Creating a NIEM IEPD, Part 3: Extend NIEM

Design an XML information exchange between U.S. government entities

In the first two articles of this series, you learned to model a NIEM exchange, map it to the NIEM base model, and create a subset of the NIEM model for use in your IEPD. Now explore what to do about the parts of your model that do not map directly to NIEM, as you create extension and exchange schemas to define your custom types and properties.


Priscilla Walmsley, Managing Director, Datypic

Photo of Priscilla WalmsleyPriscilla Walmsley serves as Managing Director and Senior Consultant at Datypic. She specializes in XML technologies, architecture, and implementation. Most recently, she has been working (through Trusted Federal Systems) with the U.S. Department of Justice on LEXS, a NIEM-based IEPD framework. She is the author of Definitive XML Schema (Prentice Hall, 2001) and XQuery (O'Reilly Media, 2007). She is also the co-author of Web Service Contract Design and Versioning for SOA (Prentice Hall, 2008). You can reach Priscilla at

18 May 2010 (First published 09 March 2010)

Also available in Chinese Russian Japanese Portuguese

18 May 2010: Added links to Part 4 of this series in Introduction, Conclusion, and Resources sections.

12 May 2010 - As a followup to reader comments, the author changed one XML schema document in one download file. The error makes the schema invalid.
In Listing 1, added '/niem-core.xsd' to end of line 15 so it now reads:

  <xsd:import schemaLocation="../../niem/niem-core/2.0/niem-core.xsd"

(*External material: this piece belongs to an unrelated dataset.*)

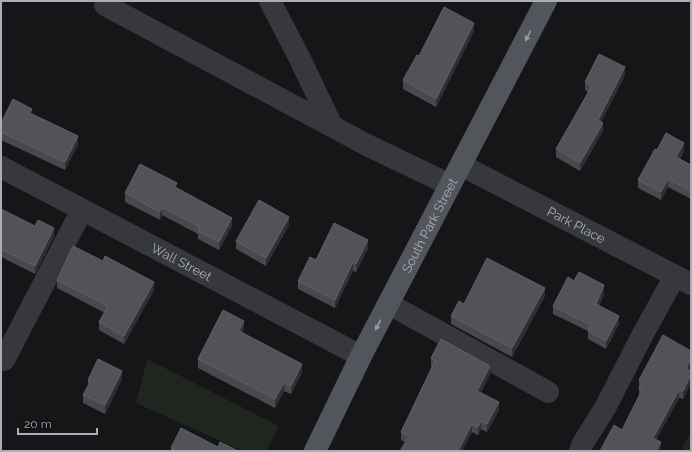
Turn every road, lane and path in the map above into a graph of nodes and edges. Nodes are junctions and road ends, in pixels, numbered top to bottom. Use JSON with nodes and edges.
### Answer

Also, replaced the download file,, with an updated version.

Frequently used acronyms

  • CMT: Component Mapping Template
  • IEPD: Information Exchange Package Documentation
  • NDR: NIEM Naming and Design Rules
  • NIEM: National Information Exchange Model
  • SSGT: NIEM Schema Subset Generation Tool
  • XML: Extensible Markup Language

The National Information Exchange Model (NIEM) is large—over 6000 elements—but it most likely does not contain everything you want to include in an XML exchange. It is not intended to cover every possible scenario but rather the most common information building blocks. In most Information Exchange Package Documentations (IEPDs) you create, you will need to write an extension schema that adds types and properties that are unique to your exchange. NIEM provides detailed guidelines for how to extend the model in a way that maximizes interoperability among NIEM IEPDs.

The NIEM model also does not define specific message types or structures for assembling all of the objects in an exchange. It is up to the creator of the IEPD to write an exchange schema to declare the root element and the basic structure of the messages.

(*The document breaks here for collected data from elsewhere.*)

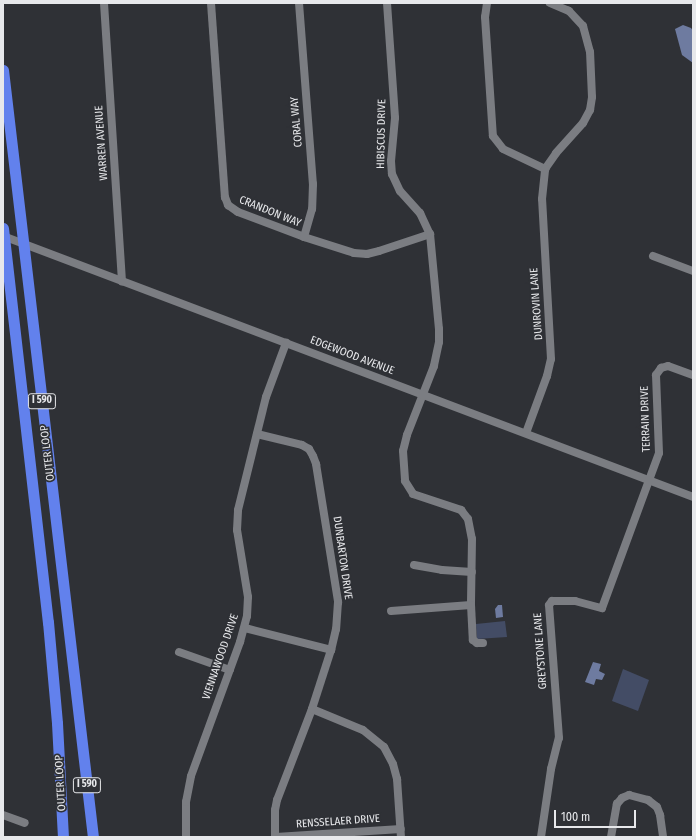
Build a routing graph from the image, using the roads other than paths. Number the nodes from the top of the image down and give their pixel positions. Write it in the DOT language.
graph roads {
  1 [pos="104,3"];
  2 [pos="211,3"];
  3 [pos="299,3"];
  4 [pos="387,3"];
  5 [pos="487,3"];
  6 [pos="550,3"];
  7 [pos="3,70"];
  8 [pos="545,169"];
  9 [pos="3,228"];
  10 [pos="430,234"];
  11 [pos="3,236"];
  12 [pos="304,237"];
  13 [pos="653,256"];
  14 [pos="693,271"];
  15 [pos="122,281"];
  16 [pos="286,343"];
  17 [pos="693,375"];
  18 [pos="421,395"];
  19 [pos="526,433"];
  20 [pos="257,434"];
  21 [pos="650,481"];
  22 [pos="693,497"];
  23 [pos="414,565"];
  24 [pos="472,572"];
  25 [pos="471,605"];
  26 [pos="391,611"];
  27 [pos="245,628"];
  28 [pos="483,643"];
  29 [pos="332,650"];
  30 [pos="178,652"];
  31 [pos="230,670"];
  32 [pos="312,709"];
  33 [pos="3,815"];
  34 [pos="25,824"];
  35 [pos="401,833"];
  36 [pos="63,837"];
  37 [pos="93,837"];
  38 [pos="186,837"];
  39 [pos="276,837"];
  40 [pos="540,837"];
  41 [pos="611,837"];
  42 [pos="663,837"];
  1 -- 15 [label="street, WARREN AVENUE"];
  2 -- 12 [label="street, CRANDON WAY"];
  3 -- 12 [label="street, CORAL WAY"];
  4 -- 10 [label="street, HIBISCUS DRIVE"];
  5 -- 8 [label="street"];
  6 -- 8 [label="street, DUNROVIN LANE"];
  7 -- 37 [label="highway, OUTER LOOP / I 590"];
  8 -- 19 [label="street, DUNROVIN LANE"];
  9 -- 36 [label="highway, OUTER LOOP / I 590"];
  10 -- 12 [label="street, CRANDON WAY"];
  10 -- 18 [label="street, HIBISCUS DRIVE"];
  11 -- 15 [label="street, EDGEWOOD AVENUE"];
  13 -- 14 [label="street"];
  15 -- 16 [label="street, EDGEWOOD AVENUE"];
  16 -- 18 [label="street, EDGEWOOD AVENUE"];
  16 -- 20 [label="street, VIENNAWOOD DRIVE"];
  17 -- 21 [label="street, TERRAIN DRIVE"];
  18 -- 19 [label="street, EDGEWOOD AVENUE"];
  18 -- 24 [label="street, HIBISCUS DRIVE"];
  19 -- 21 [label="street, EDGEWOOD AVENUE"];
  20 -- 27 [label="street, VIENNAWOOD DRIVE"];
  20 -- 29 [label="street, DUNBARTON DRIVE"];
  21 -- 22 [label="street, EDGEWOOD AVENUE"];
  21 -- 40 [label="street, GREYSTONE LANE"];
  23 -- 24 [label="street"];
  24 -- 25 [label="street"];
  25 -- 26 [label="street"];
  25 -- 28 [label="street"];
  27 -- 29 [label="street"];
  27 -- 31 [label="street, VIENNAWOOD DRIVE"];
  29 -- 32 [label="street, DUNBARTON DRIVE"];
  30 -- 31 [label="street"];
  31 -- 38 [label="street, VIENNAWOOD DRIVE"];
  32 -- 35 [label="street"];
  32 -- 39 [label="street, DUNBARTON DRIVE"];
  33 -- 34 [label="street"];
  35 -- 39 [label="street, RENSSELAER DRIVE"];
  41 -- 42 [label="street"];
}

In Part 1 and Part 2 of this series, I worked through a simple example of a Theft Report (see Resources for links to the first two articles). Figure 1 shows the model I created for my exchange. The properties and types that I was unable to map to the base NIEM model include the Bicycle and TheftReport types plus the IsRegistered, VehicleCategory, and CountyCode properties. (View a text-only version of Figure 1.)

Figure 1. IEPD model showing extensions
IEPD model showing extensions

In this case, NIEM met most of my needs. But I will need to create two new schemas:

  • An extension schema to define the Bicycle type and the IsRegistered, VehicleCategory, and CountyCode properties
  • An exchange schema to define the TheftReport type (because that is the root) and provide a structure that allows all of the other types to be included in the message

Writing NIEM schemas

NIEM extension and exchange schemas (as well as the generated subset schemas) are written in XML Schema. This article shows examples of NIEM-conformant schemas but does not provide a complete explanation of the XML Schema language. If you are a newcomer to schemas, I recommend the XML Schema Primer (see Resources) for a friendly introduction.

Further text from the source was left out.